Quality Management Techniques and Core Concept

Quality management techniques are commonly referred to as TQM (total quality management). The core concepts of quality management are:

– Continuous process improvement

– Customer focus

– Defect prevention

– Universal responsibility

Continuous process improvement takes place in incremental steps. It should not stop in any case. The first step in quality development is for employees to look at their work and effort in terms of being part of a continuous business process.

Continuous improvement is a persistent effort. To enhance the quality improvement process select an improvement project with a specific target. Selecting project with specific plan helps in improving the total quality management. After this assign a appropriate project team to improve it. Define the project steps using a flow chart, and define variability and problems in the project. Locate the root causes of the problems and recommend improvements, and implement.

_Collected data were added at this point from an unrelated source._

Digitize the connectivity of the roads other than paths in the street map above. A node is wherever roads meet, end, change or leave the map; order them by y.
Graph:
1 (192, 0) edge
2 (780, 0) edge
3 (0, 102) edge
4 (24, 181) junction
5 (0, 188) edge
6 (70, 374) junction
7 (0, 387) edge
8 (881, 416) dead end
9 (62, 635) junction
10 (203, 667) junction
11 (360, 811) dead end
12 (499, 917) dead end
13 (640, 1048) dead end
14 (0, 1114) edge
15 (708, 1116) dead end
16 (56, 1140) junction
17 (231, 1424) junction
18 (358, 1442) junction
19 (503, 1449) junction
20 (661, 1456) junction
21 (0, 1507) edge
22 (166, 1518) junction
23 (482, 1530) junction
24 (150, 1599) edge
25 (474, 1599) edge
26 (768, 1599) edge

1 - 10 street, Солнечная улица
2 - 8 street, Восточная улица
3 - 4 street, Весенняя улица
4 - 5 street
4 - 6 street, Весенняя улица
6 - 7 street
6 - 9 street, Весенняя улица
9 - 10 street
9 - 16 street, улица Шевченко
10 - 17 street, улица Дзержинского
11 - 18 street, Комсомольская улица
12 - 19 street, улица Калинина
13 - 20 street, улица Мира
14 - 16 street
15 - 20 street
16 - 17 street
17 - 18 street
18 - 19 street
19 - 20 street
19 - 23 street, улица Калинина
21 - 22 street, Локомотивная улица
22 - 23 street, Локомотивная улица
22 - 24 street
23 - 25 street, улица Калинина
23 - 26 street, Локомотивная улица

Measure the results and proceed to a final implementation. Then start the new project.

The continuous quality improvement process should be driven from the top management, but implemented from the core team member and other staff. The selection of improvement projects needs a pointed focus. The problem areas should be prioritized, serious processes selected for improvement, and improvement goals set for the projects team members. This is a top down procedure. There are various techniques which teams can use for their quality improvement effort. Training should be provided so that the teams know how to use these quality techniques.

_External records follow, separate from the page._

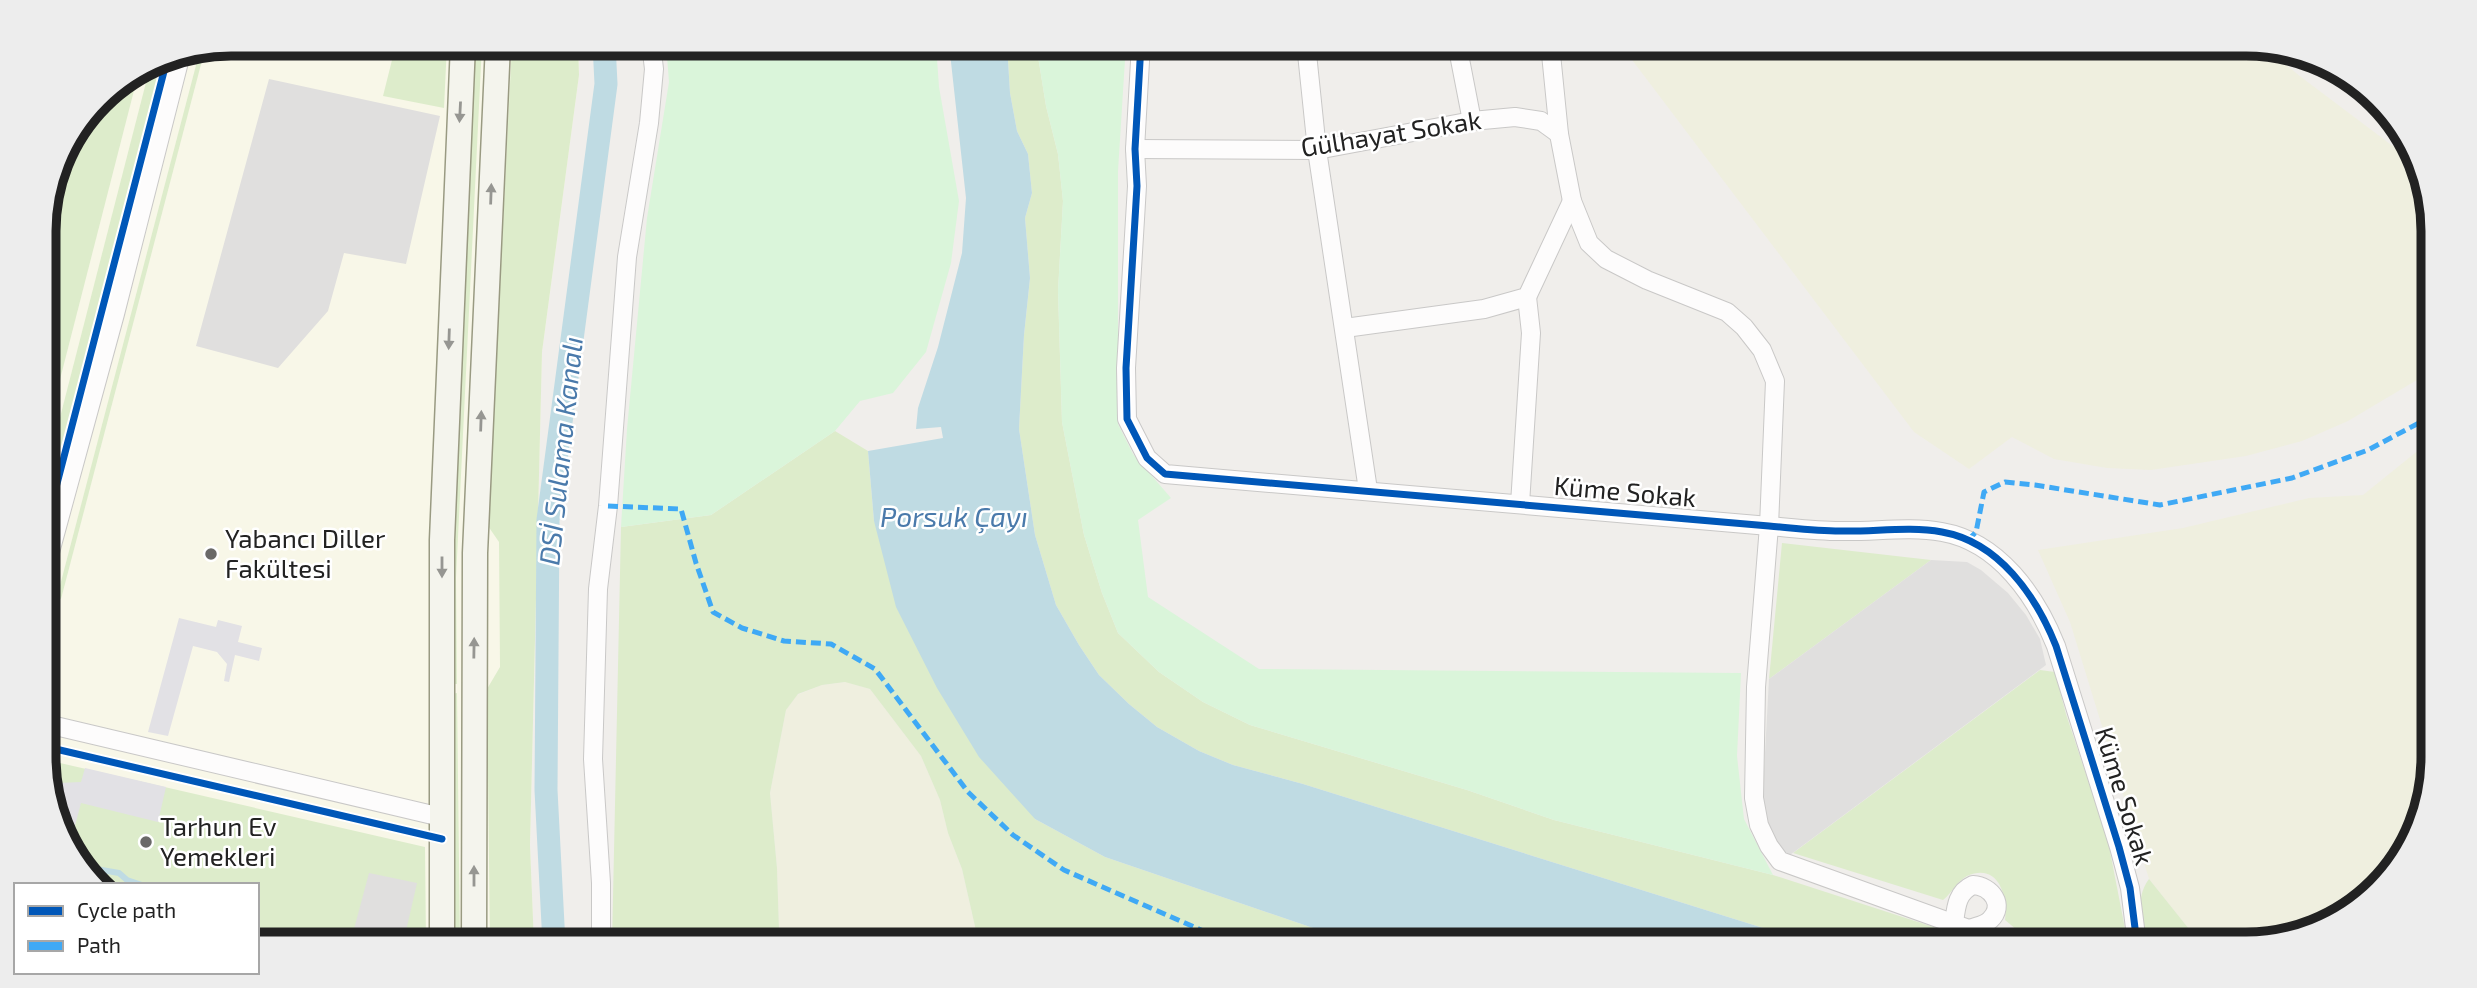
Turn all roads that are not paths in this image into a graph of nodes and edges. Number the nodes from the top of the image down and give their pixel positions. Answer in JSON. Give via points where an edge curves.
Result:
{"nodes":[{"id":1,"x":462,"y":56,"type":"edge"},
{"id":2,"x":497,"y":56,"type":"edge"},
{"id":3,"x":652,"y":56,"type":"edge"},
{"id":4,"x":1140,"y":56,"type":"edge"},
{"id":5,"x":1308,"y":56,"type":"edge"},
{"id":6,"x":1459,"y":56,"type":"edge"},
{"id":7,"x":1551,"y":56,"type":"edge"},
{"id":8,"x":178,"y":64,"type":"edge"},
{"id":9,"x":1472,"y":121,"type":"junction"},
{"id":10,"x":1559,"y":134,"type":"junction"},
{"id":11,"x":1135,"y":149,"type":"junction"},
{"id":12,"x":1317,"y":150,"type":"junction"},
{"id":13,"x":1572,"y":201,"type":"junction"},
{"id":14,"x":1527,"y":297,"type":"junction"},
{"id":15,"x":1345,"y":328,"type":"junction"},
{"id":16,"x":1368,"y":490,"type":"junction"},
{"id":17,"x":1520,"y":504,"type":"junction"},
{"id":18,"x":1769,"y":526,"type":"junction"},
{"id":19,"x":56,"y":530,"type":"edge"},
{"id":20,"x":56,"y":726,"type":"edge"},
{"id":21,"x":441,"y":817,"type":"junction"},
{"id":22,"x":442,"y":932,"type":"edge"},
{"id":23,"x":474,"y":932,"type":"edge"},
{"id":24,"x":601,"y":932,"type":"edge"},
{"id":25,"x":1978,"y":932,"type":"edge"},
{"id":26,"x":2136,"y":932,"type":"edge"}],
"edges":[{"from":1,"to":21,"type":"street","one_way":true,"via":[[442,540]]},
{"from":23,"to":2,"type":"street","one_way":true,"via":[[475,553]]},
{"from":3,"to":24,"type":"street","via":[[649,123],[627,257],[598,589],[593,759]]},
{"from":4,"to":11,"type":"street","name":"Küme Sokak"},
{"from":5,"to":12,"type":"street"},
{"from":6,"to":9,"type":"street"},
{"from":7,"to":10,"type":"street"},
{"from":8,"to":19,"type":"street"},
{"from":9,"to":10,"type":"street","name":"Gülhayat Sokak","via":[[1515,117],[1541,121]]},
{"from":9,"to":12,"type":"street","name":"Gülhayat Sokak"},
{"from":10,"to":13,"type":"street"},
{"from":11,"to":12,"type":"street","name":"Gülhayat Sokak"},
{"from":11,"to":16,"type":"street","name":"Küme Sokak","via":[[1127,419],[1147,457],[1165,474]]},
{"from":12,"to":15,"type":"street"},
{"from":13,"to":14,"type":"street"},
{"from":13,"to":18,"type":"street","via":[[1589,243],[1606,259],[1727,312],[1762,350],[1775,381]]},
{"from":14,"to":15,"type":"street","via":[[1484,309]]},
{"from":14,"to":17,"type":"street","via":[[1531,333]]},
{"from":15,"to":16,"type":"street"},
{"from":16,"to":17,"type":"street","name":"Küme Sokak"},
{"from":17,"to":18,"type":"street","name":"Küme Sokak"},
{"from":18,"to":25,"type":"street","via":[[1756,687],[1754,799],[1769,846],[1780,861]]},
{"from":18,"to":26,"type":"street","name":"Küme Sokak","via":[[1943,532],[1968,540],[2016,577],[2056,646],[2119,847]]},
{"from":20,"to":21,"type":"street"},
{"from":21,"to":22,"type":"street"}]}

Employees who are assigned to project improvement teams need to know how to use these techniques. Managers and superior need to know these techniques too, because it is their job of make easy and drive the quality improvement effort.

Everyone is a customer – External and Internal customer. The external customer is someone who purchases the product or service. Internal customers are those who make use of what another group providers. This has fairly profound implications. It means that every work group has to think about providing value to the people who utilize their product. This involves finding out exactly what the user requirements, and ensuring that the process provides it. The initial point for quality improvement is to determine the customer requirements. When the requirements are fairly simple, this can be done merely by talking to them.

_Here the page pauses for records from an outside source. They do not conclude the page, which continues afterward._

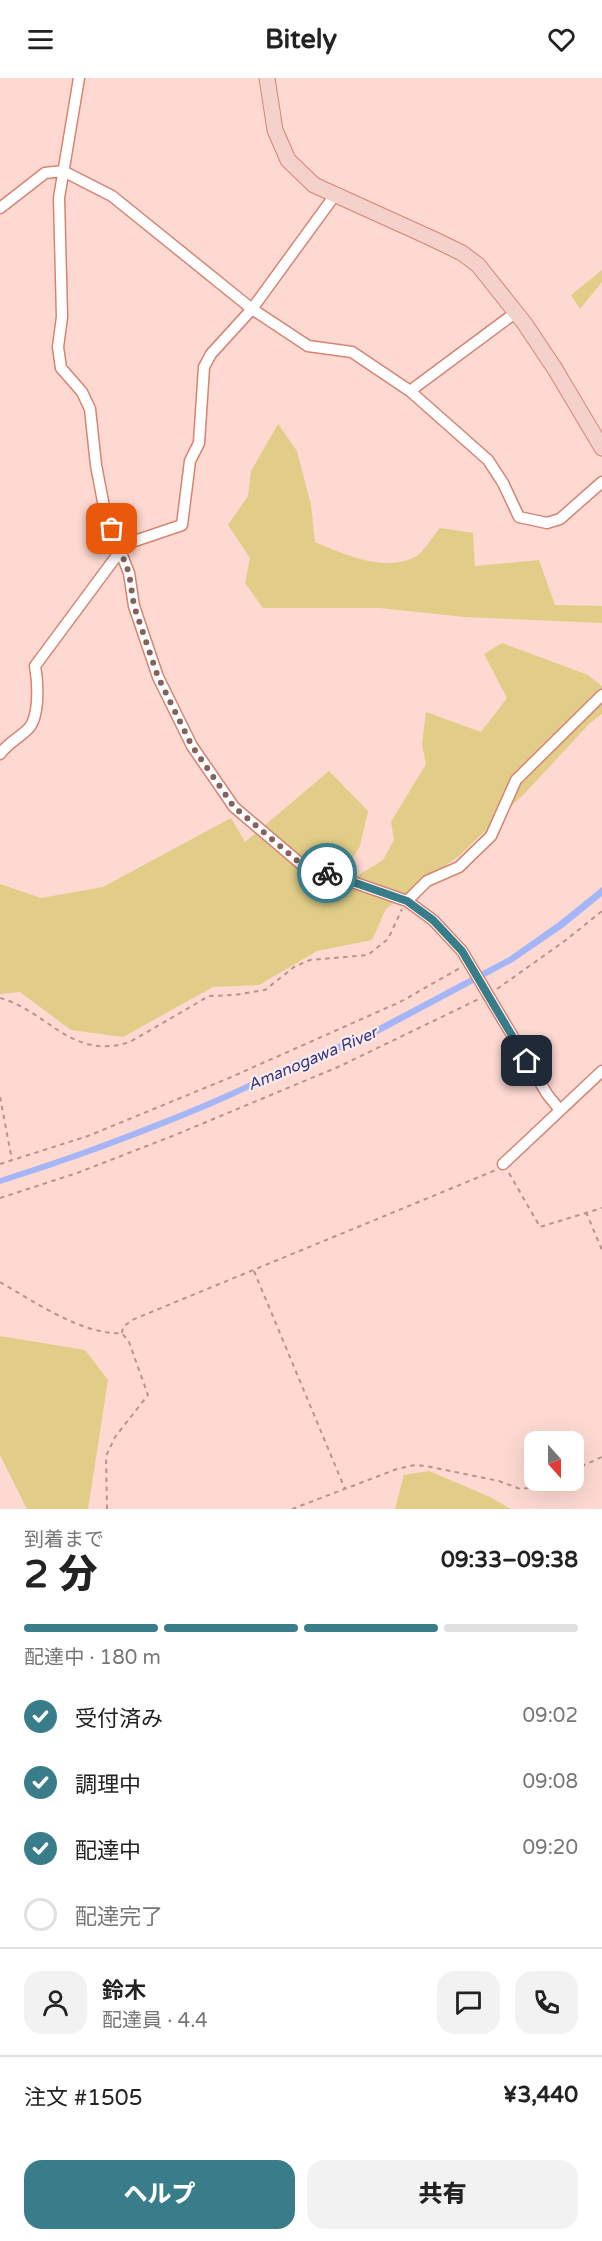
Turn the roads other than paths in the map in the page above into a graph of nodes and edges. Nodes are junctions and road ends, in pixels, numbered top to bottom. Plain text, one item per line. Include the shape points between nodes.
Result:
1 (79, 78) edge
2 (267, 78) edge
3 (63, 171) junction
4 (335, 195) junction
5 (0, 208) edge
6 (252, 309) junction
7 (515, 313) junction
8 (410, 391) junction
9 (602, 448) edge
10 (602, 482) edge
11 (120, 548) junction
12 (602, 695) edge
13 (0, 754) edge
14 (407, 901) junction
15 (602, 1071) edge
16 (560, 1109) junction
17 (503, 1164) road end

1 - 3 street
2 - 4 street via 275,130 288,160 314,185
3 - 5 street via 45,173
3 - 6 street via 112,196
3 - 11 street via 59,198 61,368 82,392 90,409 105,512
4 - 6 street
4 - 7 street via 462,253 478,265
6 - 8 street via 308,346 352,352
6 - 11 street via 204,367 199,443 190,461 182,525
7 - 8 street
7 - 9 street via 555,369
8 - 10 street via 488,460 519,517 547,524 560,519
11 - 13 street via 35,666 39,683 34,720
11 - 14 street via 158,677 192,746 234,807 301,864
12 - 14 street via 516,780 491,836 459,867 427,881
14 - 16 street via 433,920 470,963 547,1094
15 - 16 street
16 - 17 street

When dealing with an external customer and the product is extremely complex, the determination of the customer requirements can be quite time consuming and requires a detailed analysis. A useful tool for determining the customer requirements and ensuring that these needs are incorporated into the product design is the Quality Function Deployment Matrix. Determining customer requirements accurately is an important aspect of quality control. Obviously, it is less expensive to rectify a mistake in defining customer requirements before a product is produced then it is afterwards. So spending the time and effort to figure out the needs correctly at the start is time well spent.

Defect prevention or avoidance saves money. Process for manufacturing a product begins with a specification. Drawings are created, parts are made and assembled, and the product is delivered to the customer. The cost of rectifying a fault increases by at least a factor of ten as the product moves through each of these stages. Defect prevention or avoidance is concerned with catching the errors as early in the game as possible or preventing them from happening at all.

Universal responsibility deals with the fact that total quality is not only the responsibility of the inspection department but is everyone’s responsibility in the organization. Quality improvement should be totally pervasive. Every work group in the business should be concerned with seeking ways to improve the quality process.